## TASK STATEMENT
Return every line of the listing that includes the string "Sans".

==========

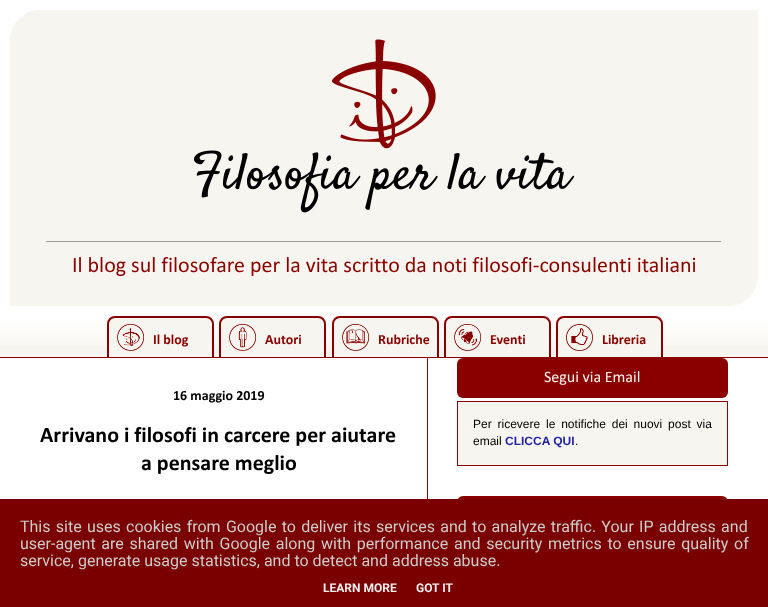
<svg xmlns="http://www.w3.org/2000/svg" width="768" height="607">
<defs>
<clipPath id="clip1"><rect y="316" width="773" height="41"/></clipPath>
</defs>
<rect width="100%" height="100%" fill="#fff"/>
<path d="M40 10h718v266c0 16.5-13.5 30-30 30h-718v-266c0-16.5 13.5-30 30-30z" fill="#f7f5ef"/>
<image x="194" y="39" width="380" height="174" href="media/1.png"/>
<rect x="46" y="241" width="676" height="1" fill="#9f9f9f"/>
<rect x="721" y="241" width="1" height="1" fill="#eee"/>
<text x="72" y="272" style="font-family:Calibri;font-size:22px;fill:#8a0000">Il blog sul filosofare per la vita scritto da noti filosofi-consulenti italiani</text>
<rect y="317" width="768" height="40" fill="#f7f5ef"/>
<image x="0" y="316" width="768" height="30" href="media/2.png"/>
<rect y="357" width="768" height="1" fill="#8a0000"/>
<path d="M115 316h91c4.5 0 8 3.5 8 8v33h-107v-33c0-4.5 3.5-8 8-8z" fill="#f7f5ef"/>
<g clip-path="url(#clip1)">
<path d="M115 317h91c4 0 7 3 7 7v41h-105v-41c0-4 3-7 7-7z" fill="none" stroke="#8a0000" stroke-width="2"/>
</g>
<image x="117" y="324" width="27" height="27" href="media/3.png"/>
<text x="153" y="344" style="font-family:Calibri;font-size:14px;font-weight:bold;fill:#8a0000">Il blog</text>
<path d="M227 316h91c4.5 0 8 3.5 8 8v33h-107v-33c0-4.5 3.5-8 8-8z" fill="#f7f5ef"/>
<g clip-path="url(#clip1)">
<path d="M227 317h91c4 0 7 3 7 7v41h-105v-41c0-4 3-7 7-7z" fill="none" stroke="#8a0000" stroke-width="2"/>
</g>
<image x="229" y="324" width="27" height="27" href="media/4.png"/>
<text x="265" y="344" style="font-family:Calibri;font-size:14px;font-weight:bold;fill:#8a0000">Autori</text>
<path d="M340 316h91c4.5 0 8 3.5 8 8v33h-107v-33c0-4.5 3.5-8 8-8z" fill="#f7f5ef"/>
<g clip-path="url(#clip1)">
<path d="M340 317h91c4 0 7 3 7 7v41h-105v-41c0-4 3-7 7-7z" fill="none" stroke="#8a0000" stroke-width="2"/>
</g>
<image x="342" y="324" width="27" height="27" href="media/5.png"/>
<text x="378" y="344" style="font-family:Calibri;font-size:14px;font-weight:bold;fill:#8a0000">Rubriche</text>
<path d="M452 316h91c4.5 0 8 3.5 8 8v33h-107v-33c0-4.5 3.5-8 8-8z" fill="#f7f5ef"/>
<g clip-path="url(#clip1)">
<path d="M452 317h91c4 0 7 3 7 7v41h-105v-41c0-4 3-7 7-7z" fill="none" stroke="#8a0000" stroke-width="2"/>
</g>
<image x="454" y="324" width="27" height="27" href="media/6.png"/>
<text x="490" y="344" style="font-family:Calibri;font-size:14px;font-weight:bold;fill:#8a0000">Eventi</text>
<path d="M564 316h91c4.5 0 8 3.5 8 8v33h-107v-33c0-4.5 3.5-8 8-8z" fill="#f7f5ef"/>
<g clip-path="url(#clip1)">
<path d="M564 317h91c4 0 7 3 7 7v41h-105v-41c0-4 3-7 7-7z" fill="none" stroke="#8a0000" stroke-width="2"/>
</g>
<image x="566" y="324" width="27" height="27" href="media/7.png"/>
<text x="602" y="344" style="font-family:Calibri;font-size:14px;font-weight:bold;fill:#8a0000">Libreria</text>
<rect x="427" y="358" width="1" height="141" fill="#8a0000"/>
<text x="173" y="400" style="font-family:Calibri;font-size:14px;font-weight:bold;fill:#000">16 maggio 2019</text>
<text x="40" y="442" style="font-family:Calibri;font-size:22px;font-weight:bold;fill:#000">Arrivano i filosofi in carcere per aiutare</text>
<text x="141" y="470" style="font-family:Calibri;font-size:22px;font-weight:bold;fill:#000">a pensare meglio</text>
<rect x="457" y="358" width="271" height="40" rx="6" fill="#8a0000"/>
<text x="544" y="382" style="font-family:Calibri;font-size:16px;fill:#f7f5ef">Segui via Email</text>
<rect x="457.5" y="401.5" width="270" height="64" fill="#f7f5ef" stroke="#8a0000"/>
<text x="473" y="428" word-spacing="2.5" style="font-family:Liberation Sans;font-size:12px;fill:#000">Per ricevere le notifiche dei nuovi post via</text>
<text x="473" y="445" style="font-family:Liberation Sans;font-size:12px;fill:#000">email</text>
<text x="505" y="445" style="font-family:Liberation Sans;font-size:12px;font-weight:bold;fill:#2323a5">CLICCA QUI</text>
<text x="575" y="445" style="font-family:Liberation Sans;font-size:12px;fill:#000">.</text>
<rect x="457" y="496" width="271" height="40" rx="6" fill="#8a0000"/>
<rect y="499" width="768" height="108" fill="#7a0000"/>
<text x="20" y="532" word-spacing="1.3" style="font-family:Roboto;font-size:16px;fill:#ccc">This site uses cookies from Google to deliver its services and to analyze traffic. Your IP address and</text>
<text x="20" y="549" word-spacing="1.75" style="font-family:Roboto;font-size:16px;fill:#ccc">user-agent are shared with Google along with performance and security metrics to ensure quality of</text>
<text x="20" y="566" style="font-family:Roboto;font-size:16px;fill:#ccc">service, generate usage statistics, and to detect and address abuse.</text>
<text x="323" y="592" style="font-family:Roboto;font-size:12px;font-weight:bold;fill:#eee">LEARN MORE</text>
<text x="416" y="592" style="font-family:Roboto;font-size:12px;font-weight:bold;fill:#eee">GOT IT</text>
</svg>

==========

## SOLUTION TO THE PROBLEM
<text x="473" y="428" word-spacing="2.5" style="font-family:Liberation Sans;font-size:12px;fill:#000">Per ricevere le notifiche dei nuovi post via</text>
<text x="473" y="445" style="font-family:Liberation Sans;font-size:12px;fill:#000">email</text>
<text x="505" y="445" style="font-family:Liberation Sans;font-size:12px;font-weight:bold;fill:#2323a5">CLICCA QUI</text>
<text x="575" y="445" style="font-family:Liberation Sans;font-size:12px;fill:#000">.</text>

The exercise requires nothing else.